Start of Raw data

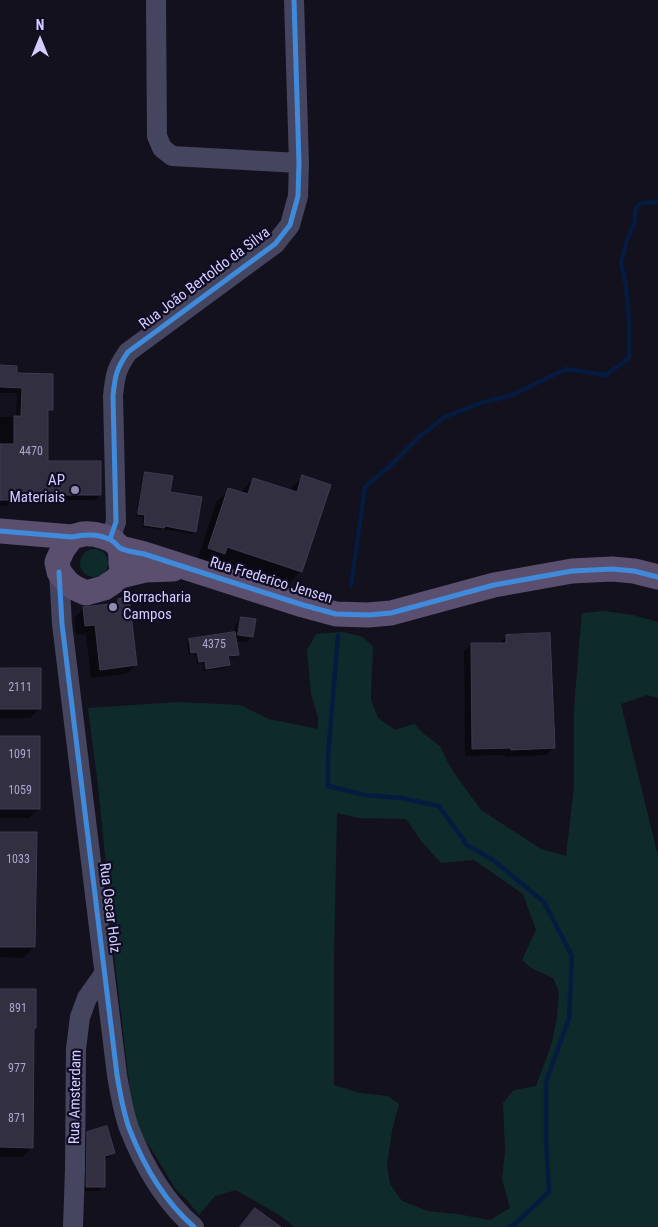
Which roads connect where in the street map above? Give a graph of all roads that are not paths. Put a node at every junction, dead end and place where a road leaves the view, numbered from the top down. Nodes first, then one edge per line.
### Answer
1 (156, 0) edge
2 (294, 0) edge
3 (299, 163) junction
4 (0, 531) edge
5 (72, 538) junction
6 (115, 544) junction
7 (58, 567) junction
8 (191, 570) junction
9 (120, 576) junction
10 (658, 577) edge
11 (86, 593) junction
12 (62, 624) junction
13 (104, 974) junction
14 (73, 1227) edge
15 (194, 1227) edge

1 - 3 street
2 - 3 street, Rua João Bertoldo da Silva
3 - 6 street, Rua João Bertoldo da Silva
4 - 5 main road, Rua Frederico Jensen
4 - 7 main road, Rua Frederico Jensen
5 - 6 main road, Rua Frederico Jensen
5 - 7 main road
6 - 8 main road, Rua Frederico Jensen
6 - 9 main road
7 - 11 main road, Rua Frederico Jensen
7 - 12 street, Rua Oscar Holz
8 - 9 main road, Rua Frederico Jensen
8 - 10 main road, Rua Frederico Jensen
9 - 11 main road, Rua Frederico Jensen
11 - 12 street, Rua Oscar Holz
12 - 13 street, Rua Oscar Holz
13 - 14 street, Rua Amsterdam
13 - 15 street, Rua Oscar Holz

End of Raw data

What you will do — Since the pictures are not wanted, write out the rest of the data exactly as it reads.

Task solution —
Which roads connect where in the street map above? Give a graph of all roads that are not paths. Put a node at every junction, dead end and place where a road leaves the view, numbered from the top down. Nodes first, then one edge per line.
### Answer
1 (156, 0) edge
2 (294, 0) edge
3 (299, 163) junction
4 (0, 531) edge
5 (72, 538) junction
6 (115, 544) junction
7 (58, 567) junction
8 (191, 570) junction
9 (120, 576) junction
10 (658, 577) edge
11 (86, 593) junction
12 (62, 624) junction
13 (104, 974) junction
14 (73, 1227) edge
15 (194, 1227) edge

1 - 3 street
2 - 3 street, Rua João Bertoldo da Silva
3 - 6 street, Rua João Bertoldo da Silva
4 - 5 main road, Rua Frederico Jensen
4 - 7 main road, Rua Frederico Jensen
5 - 6 main road, Rua Frederico Jensen
5 - 7 main road
6 - 8 main road, Rua Frederico Jensen
6 - 9 main road
7 - 11 main road, Rua Frederico Jensen
7 - 12 street, Rua Oscar Holz
8 - 9 main road, Rua Frederico Jensen
8 - 10 main road, Rua Frederico Jensen
9 - 11 main road, Rua Frederico Jensen
11 - 12 street, Rua Oscar Holz
12 - 13 street, Rua Oscar Holz
13 - 14 street, Rua Amsterdam
13 - 15 street, Rua Oscar Holz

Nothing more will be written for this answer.